Heading: Standing in Apportionment Cases

Text: To demonstrate constitutional standing, a plaintiff must show (1) an “injury in fact” that is (a) “concrete and particularized” and (b) “actual and imminent, not conjectural or hypothetical”; (2) that the injury is “fairly traceable to the challenged action of the defendant”; and (3) that it is “likely,” rather than speculative, “that a favorable judicial decision will prevent or redress the injury.” Summers v. Earth Island Inst., 555 U.S. 488, 493 (2009) (quotation marks omitted); Friends of the Earth, Inc. v. 9 Laidlaw Envtl. Servs. (TOC), Inc., 528 U.S. 167, 180-81 (2000).

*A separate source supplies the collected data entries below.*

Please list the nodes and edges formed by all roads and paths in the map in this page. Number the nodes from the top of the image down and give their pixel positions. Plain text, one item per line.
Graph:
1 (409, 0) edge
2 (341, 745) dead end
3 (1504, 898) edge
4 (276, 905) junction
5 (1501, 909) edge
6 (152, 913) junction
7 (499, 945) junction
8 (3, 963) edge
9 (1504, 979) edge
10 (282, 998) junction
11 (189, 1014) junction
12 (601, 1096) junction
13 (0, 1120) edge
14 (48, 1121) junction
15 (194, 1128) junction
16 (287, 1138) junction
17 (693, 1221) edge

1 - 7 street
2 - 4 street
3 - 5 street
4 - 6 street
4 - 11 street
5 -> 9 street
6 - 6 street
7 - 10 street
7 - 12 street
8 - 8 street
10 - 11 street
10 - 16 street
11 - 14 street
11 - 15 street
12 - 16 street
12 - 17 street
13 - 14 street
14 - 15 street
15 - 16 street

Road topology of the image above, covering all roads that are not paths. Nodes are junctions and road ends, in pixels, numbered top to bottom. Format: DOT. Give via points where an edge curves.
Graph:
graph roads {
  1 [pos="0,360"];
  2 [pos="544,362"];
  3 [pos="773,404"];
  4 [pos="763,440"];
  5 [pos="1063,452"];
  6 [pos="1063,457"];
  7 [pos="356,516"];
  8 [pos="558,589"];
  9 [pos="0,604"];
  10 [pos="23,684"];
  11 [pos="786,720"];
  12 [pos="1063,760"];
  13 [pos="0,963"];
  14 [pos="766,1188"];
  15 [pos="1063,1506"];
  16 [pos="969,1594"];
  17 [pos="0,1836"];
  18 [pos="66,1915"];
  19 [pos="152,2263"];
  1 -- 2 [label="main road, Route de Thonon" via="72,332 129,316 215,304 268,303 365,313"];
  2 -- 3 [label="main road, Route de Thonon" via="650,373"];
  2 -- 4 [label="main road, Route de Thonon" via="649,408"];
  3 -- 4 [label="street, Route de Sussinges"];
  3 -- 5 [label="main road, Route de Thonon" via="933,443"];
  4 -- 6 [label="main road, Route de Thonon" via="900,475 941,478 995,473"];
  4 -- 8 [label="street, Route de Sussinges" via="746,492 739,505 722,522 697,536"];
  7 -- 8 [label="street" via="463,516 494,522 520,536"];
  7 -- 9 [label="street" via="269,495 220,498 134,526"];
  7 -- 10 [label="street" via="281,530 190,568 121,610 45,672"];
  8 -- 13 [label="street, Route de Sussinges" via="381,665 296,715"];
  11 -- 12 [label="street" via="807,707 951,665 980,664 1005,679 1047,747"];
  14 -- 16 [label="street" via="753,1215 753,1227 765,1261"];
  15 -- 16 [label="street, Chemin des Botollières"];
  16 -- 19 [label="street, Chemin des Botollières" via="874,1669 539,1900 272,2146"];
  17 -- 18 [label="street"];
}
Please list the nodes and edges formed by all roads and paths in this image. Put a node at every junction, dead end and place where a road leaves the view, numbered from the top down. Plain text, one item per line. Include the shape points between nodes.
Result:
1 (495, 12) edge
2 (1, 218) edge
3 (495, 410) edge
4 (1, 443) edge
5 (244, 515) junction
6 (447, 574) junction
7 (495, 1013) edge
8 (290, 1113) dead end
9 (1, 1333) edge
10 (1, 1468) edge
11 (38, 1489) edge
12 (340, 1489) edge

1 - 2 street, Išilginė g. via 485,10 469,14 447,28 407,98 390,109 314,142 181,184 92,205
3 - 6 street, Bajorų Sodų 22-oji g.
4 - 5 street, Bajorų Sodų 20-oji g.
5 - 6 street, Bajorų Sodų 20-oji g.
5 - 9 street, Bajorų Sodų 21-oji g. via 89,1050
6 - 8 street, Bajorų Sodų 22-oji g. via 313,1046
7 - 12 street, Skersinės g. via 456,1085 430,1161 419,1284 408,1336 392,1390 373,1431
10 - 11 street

These requirements, including the need to demonstrate “injury in fact,” are no less applicable in the apportionment context. Although all those in a covered district are impacted by malapportionment, not everyone is injured. Indeed, as Reynolds makes plain, the detrimental effect of malapportionment is not simply a generalized harm to the polity. Malapportionment’s harm is felt by individuals in overpopulated districts who actually suffer a diminution in the efficacy of their votes and their proportional voice in the legislature. See, e.g., Reynolds, 377 U.S. at 561-63 (framing uneven districting as a form of “invidious discrimination” based on geographic location that abridges the voting rights of individuals in “disfavored areas,” because “[o]verweighting and overvaluation of the votes of those living here has the certain effect of dilution and undervaluation of the votes of those living there”). To challenge a state’s apportionment scheme, therefore, an individual must belong to the injured class of people whose votes and representational voice receive less than their fair share. See Fairley v. Patterson, 493 F.2d 598, 603-04 (5th Cir. 1974) (relying on the Supreme Court’s holding in Baker v. Carr, 369 U.S. 186, 206-08 (1962), that underrepresentation in a plan of apportionment is an injury sufficient to confer standing); accord Wright v. Dougherty Cnty., 358 F.3d 1352, 1355 (11th Cir. 2004) (per curiam); League of Women Voters v. Nassau Cnty. Bd. of Supervisors, 737 F.2d 155, 161-62 (2d Cir. 1984); Skolnick v. Bd. of Comm’rs, 435 F.2d 361, 363-64 (7th Cir. 1970). Moreover, a voter who has not been injured lacks standing to sue on behalf of individuals who are 10 actually injured by a plan of apportionment. See Wright, 358 F.3d at 1355.